あんなことがあったせいで、リクの様子が気になって、あの日から頻繁にリクを観察していた。すると、こちらの視線に気づくのか、リクとしょっちゅう目があって、彼はその度ニコッと目を細めて笑んでくれる。そんなことを繰り返していたら、気づいてしまった。サラサラな銀髪に、しっかりと鍛えられた身体、整った顔立ち。勇気と責任感と、正義感に満ちた言動。リクって実は結構――いいえ、かなりカッコイイ男の子なんじゃないかって。
 そうしたら、なんだかリクからの視線が気になるし、微笑まれたら恥ずかしくなるし、名前を呼んでもらえると嬉しくなるしで、ソワソワと落ちつかなくなってしまった。恋の薬をリクにかけたのは私なのに、まるで私がリクに恋をしてしまったみたい。そこで、また気づく。まさか、あれは薬を浴びた人が周囲を好きにさせてしまう薬だったのだろうか。これから先、リクが出会う女の人全員に惚れられちゃう体質になってしまっていたら大変である。
 一応、薬を作ってくれたモーグリたちにも相談をしてみたが「そんなすごい薬じゃないはずクポ―?」と首をかしげるばかり。解決策が見つからない。
 悩んだ末、友だちなら解決に力を貸してくれるのかもしれない。そう期待して、ひとりでトワイライトタウンの友だちへ会いに行った。ハイネ、ピンツ、オレットはいつも通りシーソルトアイスを片手に夕日の街で仲良く遊んでいて、こちらを見るなりよく来たと歓迎してくれた。
 一緒に時計塔でアイスを食べる。今日はまだ、ロクサスたちは来ていないらしい。

「久しぶりに会えて嬉しいけど、フィリアがひとりで来るなんて珍しいね。何かあったの?」
「あのね……相談したいことがあって」

 ピンツにそう答えると、瞳を輝かせだす三人。ちょっと恥ずかしいけれど、リクのことを相談することにした。

「その恋の妙薬っていう薬のせいで、リク君のことが気になるようになっちゃったってこと?」

 頷くも、改めてオレットに事情を整理されると、すごく恥ずかしかった。ハイネとピンツは男子だし。

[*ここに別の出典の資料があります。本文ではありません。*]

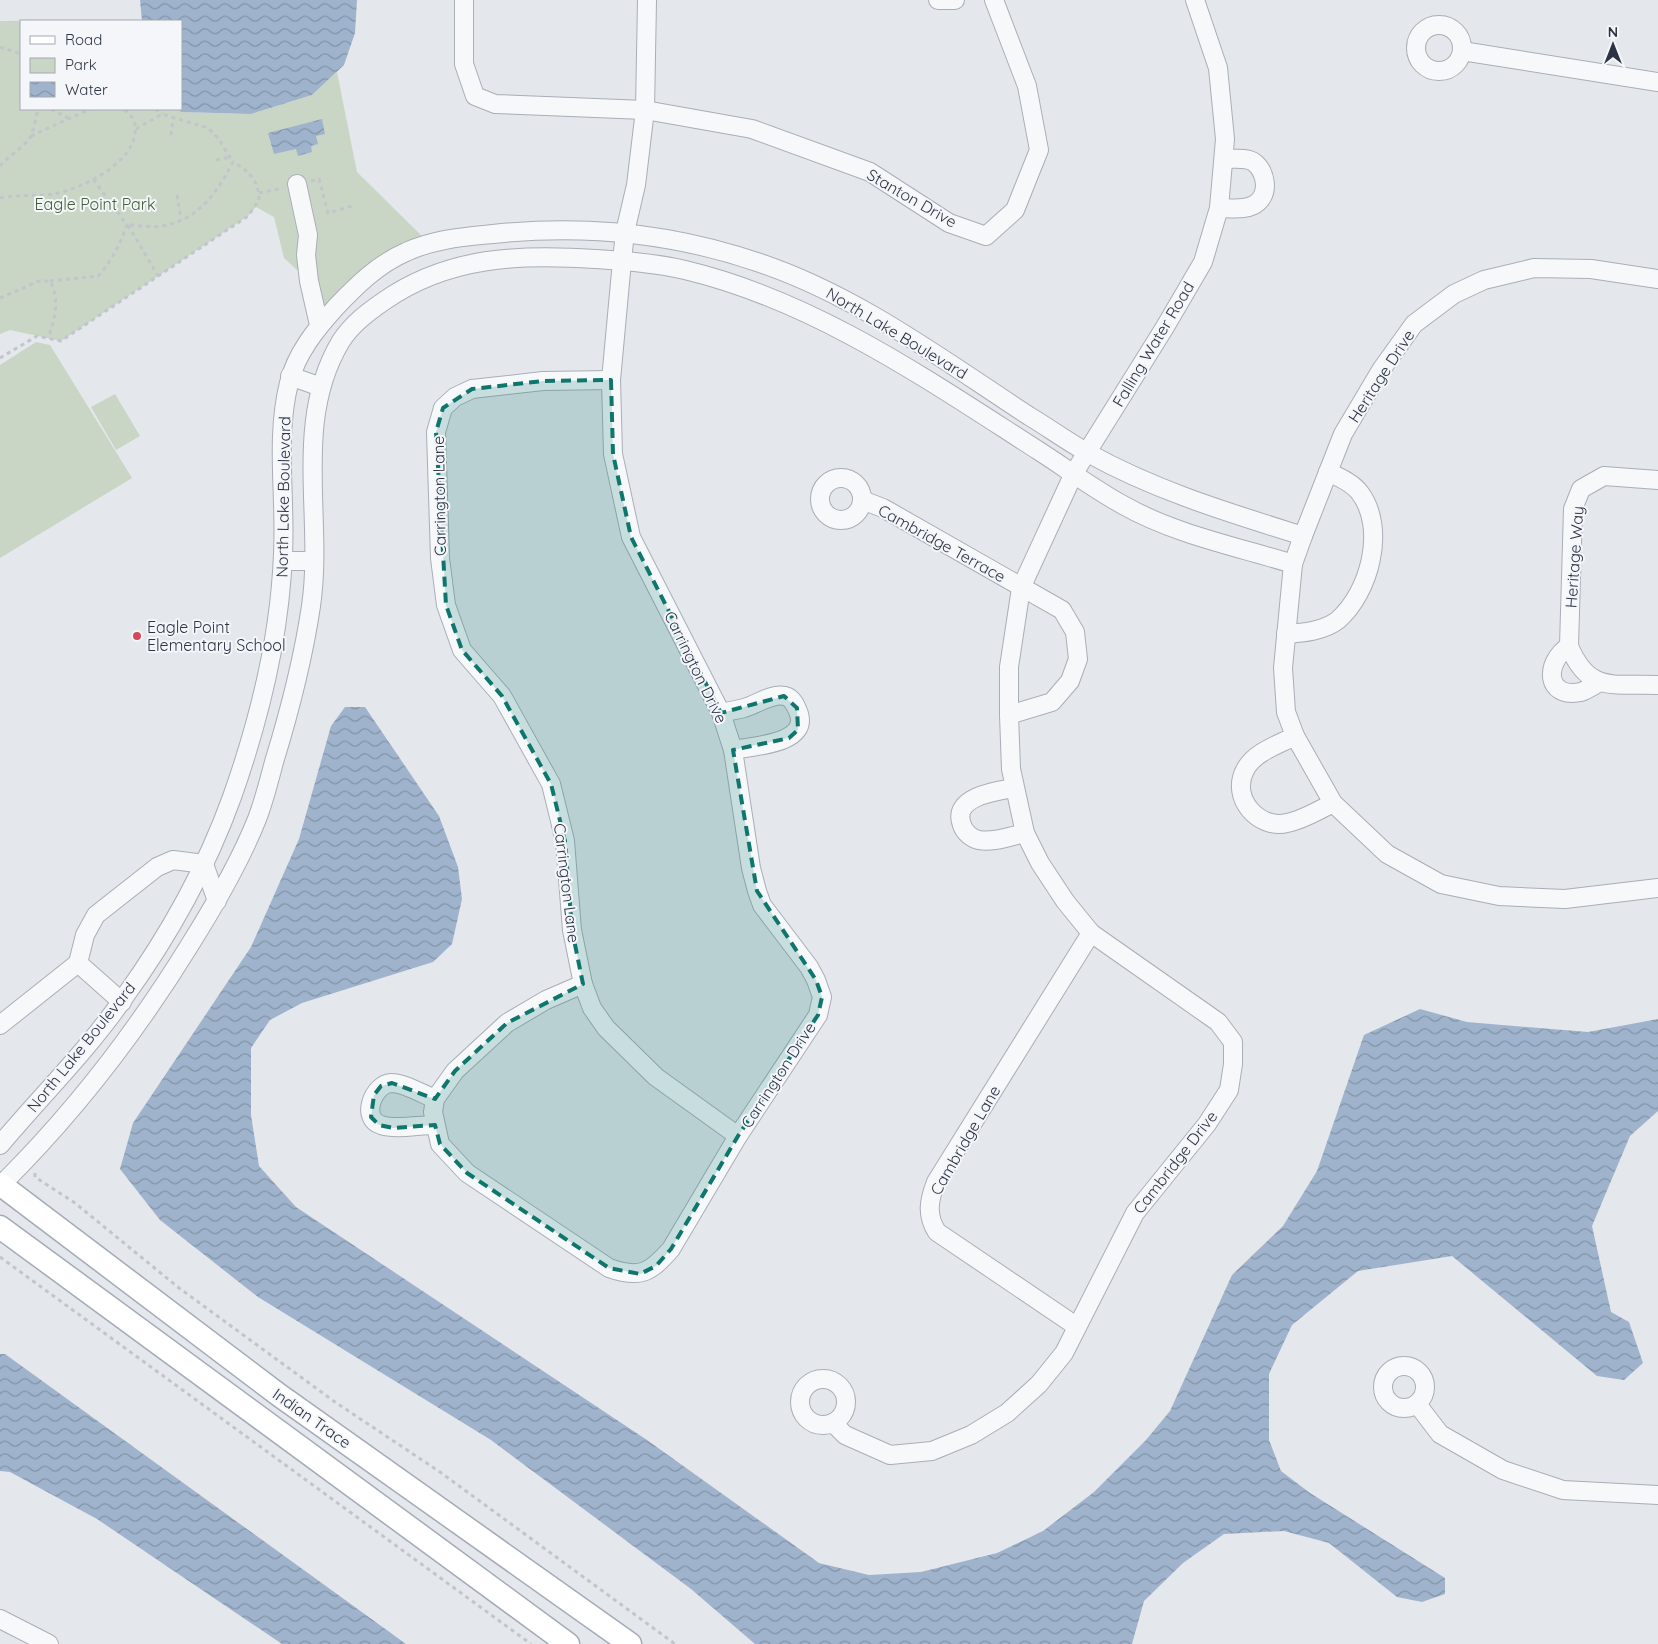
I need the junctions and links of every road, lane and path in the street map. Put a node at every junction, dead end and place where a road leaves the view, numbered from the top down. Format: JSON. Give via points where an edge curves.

「リク、ただでさえかっこいいのに。あの薬のせいで、リクがこの先、出会う人たちを魅了するような体になっちゃっていたら、どうしよう」

 リクの人生に余計な苦労を課してしまったのだろうか。どう謝罪すればよいのかわからない。食べ終えたアイスの棒を弄びながらウジウジしていると、三人がなにやら困り顔で視線を交わしていた。言いにくいことがあるような、気まずそうなものだ。
 こういうことは得意じゃないと前置きして、ハイネがため息を吐いた。

「つーか、リクは普通にモテるだろ。あいつが来るたび、トワイライトタウンの女の子たちが騒いでるの、知らないのか?」
「エッ、そうなの?」
「うん。あのカッコイイ人は誰なのって、私たち、けっこう訊かれてるんだ」

 オレットも苦笑する。リク、そんなことになっていたんだ。

「そんな。今もモテすぎて大変なのに、私のせいで……」

 ハイネが呆れた声で言った。

「いや、リクはおまえたちにしか興味ないだろ。あいつ、知らない奴には結構そっけないんだぜ」
「そうそう。この前も、フィリアに話しかけようとしてた男の人がいたけど、リクが――」

 そのとき、こちらを見ていたピンツの表情がアッと変わり口を両手で塞いだあと「僕は何も言ってない」と顔をそらした。

「俺がどうかしたのか」
「リク!?」

 振り向けば、真後ろにリクが立っていて飛び上がる。いつからいたのだろう。薬のこと、聞かれてしまっただろうか。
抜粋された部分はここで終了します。